CB glomus cells depolarize in hypoxia, leading to calcium influx. As a first line defense against hypoxia, their response to prolonged, acute hypoxia is important. We studied the effects of 15 min of severe, acute hypoxia. CBs were harvested from 14–17 day rats, dissociated, loaded with fura‐2, and perfused with HCO3‐buffered salt solution (BSS) equilibrated with 21% O2+5% CO2 (normoxia, N), 0% O2+5% CO2 (severe hypoxia, SH), 1–2% O2+5% CO2 (moderate hypoxia, MH) or 20 mM KCl in N. Cells were exposed to 1 min KCl, 2 min SH, 15 minute SH and final 2 min SH, with 5 min recovery in between. Glomus cells were identified by morphology and response to KCl. Results (n>50): 100% of glomus cells exposed 2 min to SH exhibited a brisk rise in intracellular calcium ([Ca2+]i) and returned to baseline upon return to N. 15 min of SH resulted in a brisk rise in [Ca2+]i and decline to a lower steady state, but [Ca2+]i homeostasis was severely impaired, with persistent elevation of [Ca2+]i.
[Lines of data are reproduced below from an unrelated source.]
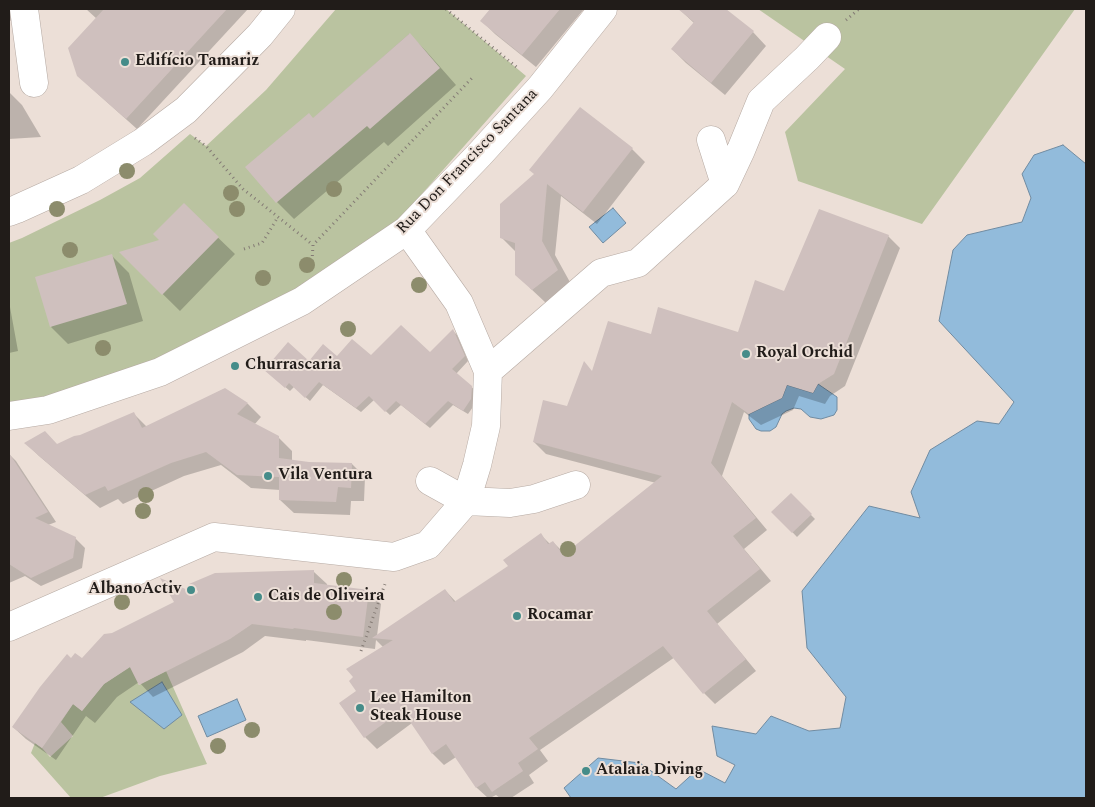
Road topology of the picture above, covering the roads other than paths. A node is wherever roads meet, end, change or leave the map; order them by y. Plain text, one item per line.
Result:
1 (24, 9) edge
2 (281, 9) edge
3 (603, 9) edge
4 (827, 37) dead end
5 (34, 83) dead end
6 (711, 140) dead end
7 (725, 184) junction
8 (9, 212) edge
9 (407, 230) junction
10 (488, 371) junction
11 (9, 416) edge
12 (430, 481) dead end
13 (576, 485) dead end
14 (466, 501) junction
15 (9, 627) edge

1 - 5 street
2 - 8 street
3 - 9 street, Rua Don Francisco Santana
4 - 7 street
6 - 7 street
7 - 10 street
9 - 10 street
9 - 11 street, Rua Don Francisco Santana
10 - 14 street
12 - 14 street
13 - 14 street
14 - 15 street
Many cells responded again to hypoxia following SH, indicating viability. 15 min exposure to KCl showed a [Ca2+]i response profile nearly identical to 15 min SH, but [Ca2+]i homeostasis remained intact. Impaired [Ca2+]i handling was also observed with MH (PO2 ~ 8–9 mmHg) but much less with mild hypoxia (~ 15–18 mmHg). Preliminary results suggest that prolonged, acute hypoxia markedly impairs [Ca2+]i homeostasis in CB glomus cells, which may have clinical relevance.